Consumers, including patients, prefer inhaled cannabis
Rescheduling cannabis will establish that the plant has proven medical legitimacy, which is great news for the industry and for millions of cannabis consumers, including those who use it for medical reasons. But FDA regulators need to understand which consumption methods medical cannabis patients prefer and why.
Inhaled cannabis is the most common method of consumption. It begins working in five minutes or less, and often yields near-immediate relief. It also wears off faster, which makes the dose easier to titrate to avoid overconsumption and unpleasant side effects. Edible cannabis, in contrast, takes between 30 and 90 minutes to take effect, sometimes longer, and the effects persist for three to six hours — sometimes longer — depending on the dose. That can lead to intolerable side effects that last for hours due to accidental overconsumption.

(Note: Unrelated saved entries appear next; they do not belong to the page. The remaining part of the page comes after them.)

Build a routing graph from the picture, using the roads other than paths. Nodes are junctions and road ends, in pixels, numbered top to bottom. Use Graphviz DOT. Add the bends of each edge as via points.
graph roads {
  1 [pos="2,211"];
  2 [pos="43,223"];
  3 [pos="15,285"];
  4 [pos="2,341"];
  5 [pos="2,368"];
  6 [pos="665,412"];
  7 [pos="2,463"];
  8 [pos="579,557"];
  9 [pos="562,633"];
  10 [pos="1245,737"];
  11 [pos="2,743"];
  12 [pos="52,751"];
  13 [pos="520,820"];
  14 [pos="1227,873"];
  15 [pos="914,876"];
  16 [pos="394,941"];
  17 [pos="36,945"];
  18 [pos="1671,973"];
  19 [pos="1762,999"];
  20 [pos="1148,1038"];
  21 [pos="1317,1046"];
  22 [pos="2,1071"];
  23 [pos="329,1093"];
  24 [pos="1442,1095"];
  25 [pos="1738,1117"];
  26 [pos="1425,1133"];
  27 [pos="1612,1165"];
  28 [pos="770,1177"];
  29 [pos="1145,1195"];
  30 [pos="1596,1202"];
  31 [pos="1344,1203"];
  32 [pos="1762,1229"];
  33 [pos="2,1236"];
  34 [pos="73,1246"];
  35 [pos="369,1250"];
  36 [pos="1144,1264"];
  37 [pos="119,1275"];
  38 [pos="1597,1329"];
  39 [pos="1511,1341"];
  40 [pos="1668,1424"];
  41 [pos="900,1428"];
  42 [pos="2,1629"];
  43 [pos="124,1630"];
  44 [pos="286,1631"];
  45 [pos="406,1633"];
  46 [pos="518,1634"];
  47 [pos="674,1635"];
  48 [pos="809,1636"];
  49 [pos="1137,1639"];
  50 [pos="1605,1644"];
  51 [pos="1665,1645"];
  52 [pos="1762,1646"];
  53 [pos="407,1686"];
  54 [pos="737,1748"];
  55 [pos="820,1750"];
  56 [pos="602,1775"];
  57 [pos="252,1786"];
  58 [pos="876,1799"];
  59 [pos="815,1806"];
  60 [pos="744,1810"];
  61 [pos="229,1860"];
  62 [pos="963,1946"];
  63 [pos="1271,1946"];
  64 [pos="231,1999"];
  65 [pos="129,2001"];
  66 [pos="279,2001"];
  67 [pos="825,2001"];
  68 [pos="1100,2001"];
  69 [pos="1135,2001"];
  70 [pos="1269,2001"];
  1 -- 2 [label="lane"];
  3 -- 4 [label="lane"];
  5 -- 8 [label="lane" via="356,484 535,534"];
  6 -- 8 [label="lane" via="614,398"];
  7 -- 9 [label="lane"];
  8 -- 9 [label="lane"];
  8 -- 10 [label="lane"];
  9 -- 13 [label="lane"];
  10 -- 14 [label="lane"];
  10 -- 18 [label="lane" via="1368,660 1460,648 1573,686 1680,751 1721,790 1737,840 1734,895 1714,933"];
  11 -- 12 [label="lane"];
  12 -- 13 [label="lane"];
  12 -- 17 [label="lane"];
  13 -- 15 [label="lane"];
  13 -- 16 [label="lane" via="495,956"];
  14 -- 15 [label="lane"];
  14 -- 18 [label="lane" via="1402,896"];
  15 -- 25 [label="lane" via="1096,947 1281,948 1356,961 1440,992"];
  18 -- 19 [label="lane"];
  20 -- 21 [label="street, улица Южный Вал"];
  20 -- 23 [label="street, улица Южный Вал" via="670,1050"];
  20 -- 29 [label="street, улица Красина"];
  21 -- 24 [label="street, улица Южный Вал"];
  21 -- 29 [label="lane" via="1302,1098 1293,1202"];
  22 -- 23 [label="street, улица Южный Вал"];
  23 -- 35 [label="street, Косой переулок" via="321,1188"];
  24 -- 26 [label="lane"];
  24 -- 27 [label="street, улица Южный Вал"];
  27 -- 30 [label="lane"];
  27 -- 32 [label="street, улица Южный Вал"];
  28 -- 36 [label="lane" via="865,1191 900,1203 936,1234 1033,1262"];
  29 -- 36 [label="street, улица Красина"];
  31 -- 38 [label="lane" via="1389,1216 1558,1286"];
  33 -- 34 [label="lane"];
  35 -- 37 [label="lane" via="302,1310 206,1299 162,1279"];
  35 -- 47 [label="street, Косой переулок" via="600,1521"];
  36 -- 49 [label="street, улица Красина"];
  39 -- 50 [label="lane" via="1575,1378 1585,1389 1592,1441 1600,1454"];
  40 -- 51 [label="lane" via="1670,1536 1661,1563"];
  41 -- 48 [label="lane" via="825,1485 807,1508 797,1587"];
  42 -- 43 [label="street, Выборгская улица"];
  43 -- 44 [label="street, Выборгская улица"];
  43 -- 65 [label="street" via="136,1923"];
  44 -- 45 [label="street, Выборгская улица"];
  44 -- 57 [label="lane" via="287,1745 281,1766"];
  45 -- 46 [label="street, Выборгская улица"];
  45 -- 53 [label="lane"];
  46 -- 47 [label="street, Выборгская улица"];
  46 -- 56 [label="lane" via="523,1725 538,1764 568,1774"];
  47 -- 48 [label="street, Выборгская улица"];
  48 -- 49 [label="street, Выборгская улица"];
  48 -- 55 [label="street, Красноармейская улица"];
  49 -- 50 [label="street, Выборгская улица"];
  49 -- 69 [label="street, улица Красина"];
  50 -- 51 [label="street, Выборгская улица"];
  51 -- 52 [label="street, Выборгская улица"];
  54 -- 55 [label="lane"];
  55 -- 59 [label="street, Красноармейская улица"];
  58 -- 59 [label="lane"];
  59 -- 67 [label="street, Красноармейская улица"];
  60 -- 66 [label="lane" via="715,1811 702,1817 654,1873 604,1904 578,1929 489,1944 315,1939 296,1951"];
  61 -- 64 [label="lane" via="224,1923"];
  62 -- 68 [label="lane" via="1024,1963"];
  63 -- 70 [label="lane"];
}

The only pharmaceutical cannabis products the FDA is equipped to approve are single-compound pharmaceutical-grade products like pills and suppositories — products consumers don’t want because they prefer botanical products. The FDA’s uniformity requirements simply don’t work for botanical cannabis, and if changing the approval criteria for cannabis products is the plan from here on out, then Congress must act, because the FDA can’t do that on its own.
Deb Tharp is head of legal and policy research at NuggMD, a telehealth platform for cannabis.